Task requirements:
Scan the entries line by line and return those with "Mustofa".

----- Records shown -----

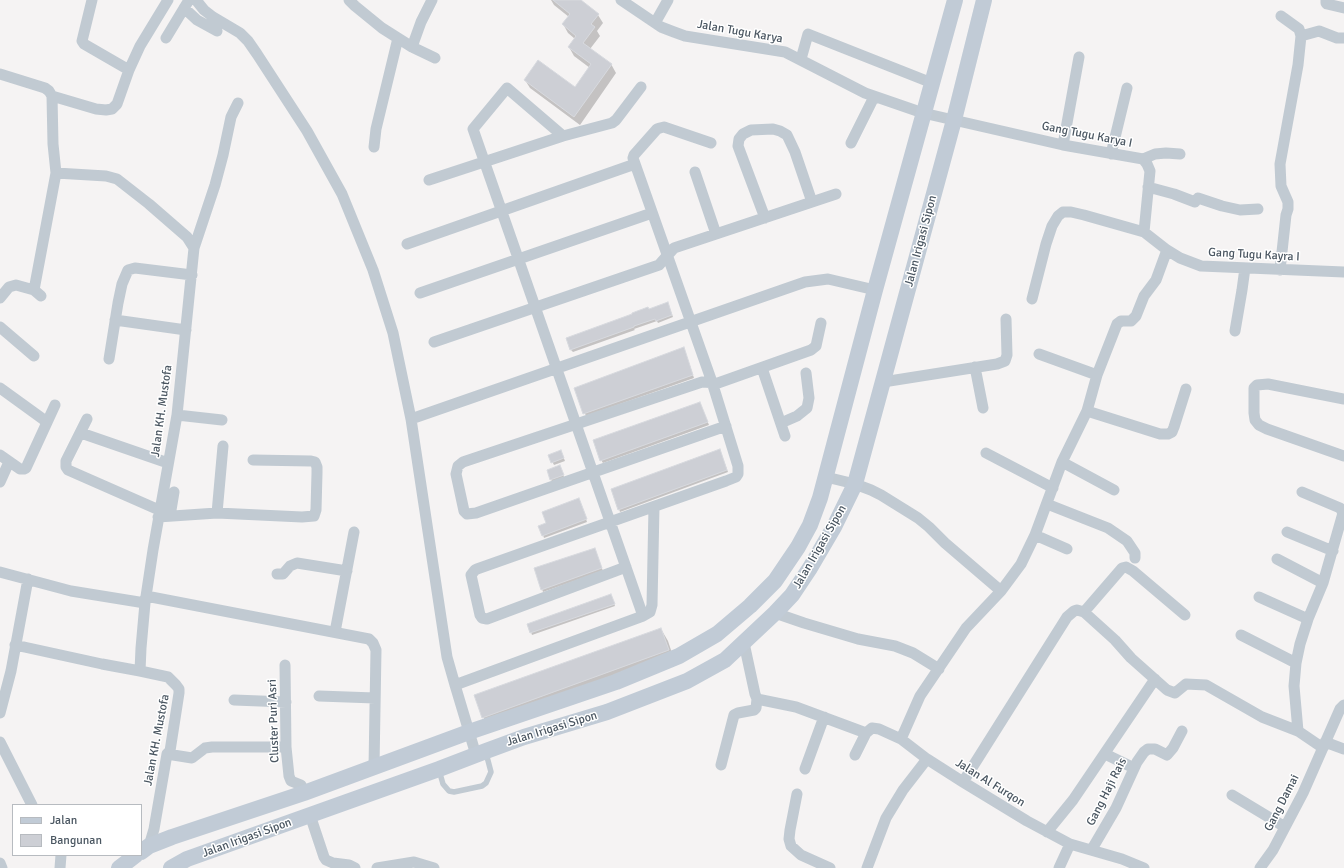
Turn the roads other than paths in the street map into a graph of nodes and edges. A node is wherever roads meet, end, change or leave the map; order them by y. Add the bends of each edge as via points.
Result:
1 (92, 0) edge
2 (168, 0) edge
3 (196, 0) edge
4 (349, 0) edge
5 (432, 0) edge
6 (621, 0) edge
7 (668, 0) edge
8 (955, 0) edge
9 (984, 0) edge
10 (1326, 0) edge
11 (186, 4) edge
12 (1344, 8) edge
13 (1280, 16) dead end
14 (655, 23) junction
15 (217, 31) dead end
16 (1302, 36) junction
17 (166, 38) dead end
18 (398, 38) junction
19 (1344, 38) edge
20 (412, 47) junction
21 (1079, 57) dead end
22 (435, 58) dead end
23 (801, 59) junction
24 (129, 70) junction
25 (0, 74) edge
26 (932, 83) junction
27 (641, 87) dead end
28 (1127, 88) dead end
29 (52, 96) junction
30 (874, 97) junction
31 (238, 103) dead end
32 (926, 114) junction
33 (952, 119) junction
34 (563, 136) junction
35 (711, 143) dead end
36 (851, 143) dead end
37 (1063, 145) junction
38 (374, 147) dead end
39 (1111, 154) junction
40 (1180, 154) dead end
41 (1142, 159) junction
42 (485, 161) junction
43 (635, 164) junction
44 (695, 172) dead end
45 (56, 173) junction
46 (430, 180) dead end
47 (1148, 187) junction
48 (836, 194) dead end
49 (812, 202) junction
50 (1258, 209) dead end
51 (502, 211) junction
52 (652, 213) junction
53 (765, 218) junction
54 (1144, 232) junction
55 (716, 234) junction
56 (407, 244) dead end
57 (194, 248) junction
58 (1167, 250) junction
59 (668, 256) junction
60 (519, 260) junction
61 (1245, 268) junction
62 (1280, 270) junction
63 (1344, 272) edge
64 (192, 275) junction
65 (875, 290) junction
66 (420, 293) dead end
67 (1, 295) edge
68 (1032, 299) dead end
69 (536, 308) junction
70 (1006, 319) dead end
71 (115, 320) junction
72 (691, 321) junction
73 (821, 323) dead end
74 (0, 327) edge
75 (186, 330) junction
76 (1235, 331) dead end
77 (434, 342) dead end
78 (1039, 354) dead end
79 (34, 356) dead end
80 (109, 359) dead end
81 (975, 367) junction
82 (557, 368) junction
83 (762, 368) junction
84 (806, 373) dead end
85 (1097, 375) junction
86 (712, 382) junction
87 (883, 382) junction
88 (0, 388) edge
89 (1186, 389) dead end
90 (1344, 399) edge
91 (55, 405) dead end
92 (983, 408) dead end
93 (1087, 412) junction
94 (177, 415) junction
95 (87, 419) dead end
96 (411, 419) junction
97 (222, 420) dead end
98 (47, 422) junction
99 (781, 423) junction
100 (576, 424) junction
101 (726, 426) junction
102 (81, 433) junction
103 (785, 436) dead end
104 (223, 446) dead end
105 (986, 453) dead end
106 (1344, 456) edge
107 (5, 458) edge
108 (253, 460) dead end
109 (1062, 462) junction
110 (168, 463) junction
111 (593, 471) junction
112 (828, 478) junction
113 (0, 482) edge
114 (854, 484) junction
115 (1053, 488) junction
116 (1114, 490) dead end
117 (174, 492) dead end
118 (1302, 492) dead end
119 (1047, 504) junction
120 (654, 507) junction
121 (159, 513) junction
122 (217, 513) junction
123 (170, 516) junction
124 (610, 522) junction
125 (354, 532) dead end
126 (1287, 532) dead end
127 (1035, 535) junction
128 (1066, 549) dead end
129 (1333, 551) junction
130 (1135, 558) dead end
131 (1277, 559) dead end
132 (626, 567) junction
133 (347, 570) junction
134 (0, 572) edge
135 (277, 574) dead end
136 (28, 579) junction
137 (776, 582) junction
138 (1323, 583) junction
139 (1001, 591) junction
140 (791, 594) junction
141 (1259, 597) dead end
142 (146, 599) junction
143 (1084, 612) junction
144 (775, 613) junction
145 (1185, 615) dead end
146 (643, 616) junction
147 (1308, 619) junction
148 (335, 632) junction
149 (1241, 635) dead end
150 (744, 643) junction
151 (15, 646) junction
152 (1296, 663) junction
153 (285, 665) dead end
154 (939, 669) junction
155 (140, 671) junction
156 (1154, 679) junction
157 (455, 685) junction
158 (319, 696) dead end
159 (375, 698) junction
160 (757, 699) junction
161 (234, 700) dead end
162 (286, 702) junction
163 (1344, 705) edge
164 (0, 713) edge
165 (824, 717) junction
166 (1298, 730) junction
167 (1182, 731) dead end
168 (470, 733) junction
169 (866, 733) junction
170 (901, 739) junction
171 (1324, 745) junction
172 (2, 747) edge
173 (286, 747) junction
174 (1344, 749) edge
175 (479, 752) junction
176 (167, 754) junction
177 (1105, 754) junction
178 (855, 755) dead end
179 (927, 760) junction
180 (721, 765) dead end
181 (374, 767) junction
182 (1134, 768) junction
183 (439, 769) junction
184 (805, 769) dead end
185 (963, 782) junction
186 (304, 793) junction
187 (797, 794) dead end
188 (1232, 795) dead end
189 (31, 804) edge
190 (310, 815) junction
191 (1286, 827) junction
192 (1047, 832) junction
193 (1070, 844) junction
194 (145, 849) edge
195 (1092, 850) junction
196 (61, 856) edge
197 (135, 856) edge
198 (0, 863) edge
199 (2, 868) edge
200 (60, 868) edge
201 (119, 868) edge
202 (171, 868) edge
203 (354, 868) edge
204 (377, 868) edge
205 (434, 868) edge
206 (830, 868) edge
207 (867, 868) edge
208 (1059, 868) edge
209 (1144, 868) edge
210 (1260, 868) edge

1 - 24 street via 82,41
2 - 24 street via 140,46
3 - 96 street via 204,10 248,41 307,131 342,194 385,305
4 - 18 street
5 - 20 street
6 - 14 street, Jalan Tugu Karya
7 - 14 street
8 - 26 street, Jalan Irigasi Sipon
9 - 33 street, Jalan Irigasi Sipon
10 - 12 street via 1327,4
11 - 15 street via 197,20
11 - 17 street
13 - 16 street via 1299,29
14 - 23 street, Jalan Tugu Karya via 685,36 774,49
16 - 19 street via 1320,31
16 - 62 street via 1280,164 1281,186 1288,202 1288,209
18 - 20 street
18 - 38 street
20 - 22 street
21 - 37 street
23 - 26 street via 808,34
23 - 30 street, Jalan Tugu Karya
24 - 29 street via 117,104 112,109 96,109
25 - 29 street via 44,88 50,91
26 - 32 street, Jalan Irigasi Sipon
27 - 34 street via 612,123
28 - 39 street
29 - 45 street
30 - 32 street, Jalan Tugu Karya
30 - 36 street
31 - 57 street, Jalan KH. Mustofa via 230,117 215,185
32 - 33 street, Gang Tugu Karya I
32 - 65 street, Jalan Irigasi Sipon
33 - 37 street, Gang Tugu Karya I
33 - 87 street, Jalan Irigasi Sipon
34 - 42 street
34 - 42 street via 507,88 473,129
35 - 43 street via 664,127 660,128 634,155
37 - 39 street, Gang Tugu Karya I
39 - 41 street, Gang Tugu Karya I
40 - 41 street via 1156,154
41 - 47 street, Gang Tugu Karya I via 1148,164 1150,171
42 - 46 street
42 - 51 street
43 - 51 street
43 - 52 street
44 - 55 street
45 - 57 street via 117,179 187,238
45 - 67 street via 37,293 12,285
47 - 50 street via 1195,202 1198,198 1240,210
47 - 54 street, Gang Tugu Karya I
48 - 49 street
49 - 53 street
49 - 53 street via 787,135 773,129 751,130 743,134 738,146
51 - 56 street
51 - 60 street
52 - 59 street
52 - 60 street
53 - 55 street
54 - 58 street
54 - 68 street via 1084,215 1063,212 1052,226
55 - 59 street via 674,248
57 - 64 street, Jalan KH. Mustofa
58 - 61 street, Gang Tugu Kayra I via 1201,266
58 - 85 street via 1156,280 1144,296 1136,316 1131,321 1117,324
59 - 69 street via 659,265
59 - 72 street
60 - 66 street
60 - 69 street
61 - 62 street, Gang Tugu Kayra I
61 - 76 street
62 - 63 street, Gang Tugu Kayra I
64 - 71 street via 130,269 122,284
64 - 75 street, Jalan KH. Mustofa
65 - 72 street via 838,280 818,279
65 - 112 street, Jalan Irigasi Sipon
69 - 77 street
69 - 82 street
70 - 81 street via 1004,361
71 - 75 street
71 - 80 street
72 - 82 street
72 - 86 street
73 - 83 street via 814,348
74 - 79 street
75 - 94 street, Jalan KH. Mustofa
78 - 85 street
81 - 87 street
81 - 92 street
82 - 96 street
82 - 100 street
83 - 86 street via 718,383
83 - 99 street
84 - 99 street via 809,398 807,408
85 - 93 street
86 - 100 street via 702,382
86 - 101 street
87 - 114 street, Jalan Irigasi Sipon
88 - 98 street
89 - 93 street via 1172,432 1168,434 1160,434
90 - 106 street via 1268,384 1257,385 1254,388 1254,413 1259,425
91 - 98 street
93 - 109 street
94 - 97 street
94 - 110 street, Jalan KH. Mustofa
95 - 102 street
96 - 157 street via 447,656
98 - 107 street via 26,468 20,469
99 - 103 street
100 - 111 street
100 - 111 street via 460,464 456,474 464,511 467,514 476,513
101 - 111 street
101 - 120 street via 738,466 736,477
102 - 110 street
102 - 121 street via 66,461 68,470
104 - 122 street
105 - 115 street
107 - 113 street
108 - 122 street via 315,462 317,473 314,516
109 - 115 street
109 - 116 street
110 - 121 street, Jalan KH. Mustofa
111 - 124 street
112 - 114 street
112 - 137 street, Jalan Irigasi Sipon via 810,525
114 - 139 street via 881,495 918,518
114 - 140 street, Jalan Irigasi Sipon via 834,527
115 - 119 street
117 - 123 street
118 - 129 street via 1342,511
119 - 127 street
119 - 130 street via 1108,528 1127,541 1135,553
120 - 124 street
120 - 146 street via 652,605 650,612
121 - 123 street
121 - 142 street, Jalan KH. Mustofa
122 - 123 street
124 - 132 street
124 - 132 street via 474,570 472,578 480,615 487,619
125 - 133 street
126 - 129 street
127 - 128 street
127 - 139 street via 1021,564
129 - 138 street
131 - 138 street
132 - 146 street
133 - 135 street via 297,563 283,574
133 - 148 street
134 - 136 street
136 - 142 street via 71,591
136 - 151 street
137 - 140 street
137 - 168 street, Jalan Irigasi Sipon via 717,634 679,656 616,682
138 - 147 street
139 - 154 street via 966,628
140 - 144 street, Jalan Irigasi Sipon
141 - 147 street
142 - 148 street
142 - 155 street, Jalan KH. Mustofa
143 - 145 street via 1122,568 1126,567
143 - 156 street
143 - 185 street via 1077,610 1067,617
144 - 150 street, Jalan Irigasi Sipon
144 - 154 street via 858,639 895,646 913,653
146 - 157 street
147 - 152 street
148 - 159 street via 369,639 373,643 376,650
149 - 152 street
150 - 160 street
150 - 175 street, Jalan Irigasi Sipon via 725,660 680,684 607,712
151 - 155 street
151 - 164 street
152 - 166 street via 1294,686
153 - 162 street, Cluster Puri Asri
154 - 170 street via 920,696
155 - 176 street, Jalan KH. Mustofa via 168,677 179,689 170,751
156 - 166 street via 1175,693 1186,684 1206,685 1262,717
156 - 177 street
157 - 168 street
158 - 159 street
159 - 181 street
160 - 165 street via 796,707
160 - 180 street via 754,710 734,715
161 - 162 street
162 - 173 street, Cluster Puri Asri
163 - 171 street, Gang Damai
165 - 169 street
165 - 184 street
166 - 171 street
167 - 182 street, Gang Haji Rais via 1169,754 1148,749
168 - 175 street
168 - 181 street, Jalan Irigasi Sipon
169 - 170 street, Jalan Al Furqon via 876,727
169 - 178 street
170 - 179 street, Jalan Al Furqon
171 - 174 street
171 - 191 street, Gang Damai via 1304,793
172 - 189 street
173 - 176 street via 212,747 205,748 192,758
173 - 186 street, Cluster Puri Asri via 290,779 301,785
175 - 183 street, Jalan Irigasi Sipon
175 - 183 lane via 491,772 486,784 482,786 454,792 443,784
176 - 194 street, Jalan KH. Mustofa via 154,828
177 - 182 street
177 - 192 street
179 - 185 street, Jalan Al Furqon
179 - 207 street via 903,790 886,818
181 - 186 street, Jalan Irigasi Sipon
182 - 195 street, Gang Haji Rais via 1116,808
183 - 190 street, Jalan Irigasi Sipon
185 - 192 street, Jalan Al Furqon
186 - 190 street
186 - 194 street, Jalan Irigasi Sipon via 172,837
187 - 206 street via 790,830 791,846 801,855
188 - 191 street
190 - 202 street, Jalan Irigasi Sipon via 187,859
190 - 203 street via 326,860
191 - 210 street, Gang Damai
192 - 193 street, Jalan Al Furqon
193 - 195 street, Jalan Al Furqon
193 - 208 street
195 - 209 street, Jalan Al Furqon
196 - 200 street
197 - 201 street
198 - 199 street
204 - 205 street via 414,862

-----

Written solution:
31 - 57 street, Jalan KH. Mustofa via 230,117 215,185
57 - 64 street, Jalan KH. Mustofa
64 - 75 street, Jalan KH. Mustofa
75 - 94 street, Jalan KH. Mustofa
94 - 110 street, Jalan KH. Mustofa
110 - 121 street, Jalan KH. Mustofa
121 - 142 street, Jalan KH. Mustofa
142 - 155 street, Jalan KH. Mustofa
155 - 176 street, Jalan KH. Mustofa via 168,677 179,689 170,751
176 - 194 street, Jalan KH. Mustofa via 154,828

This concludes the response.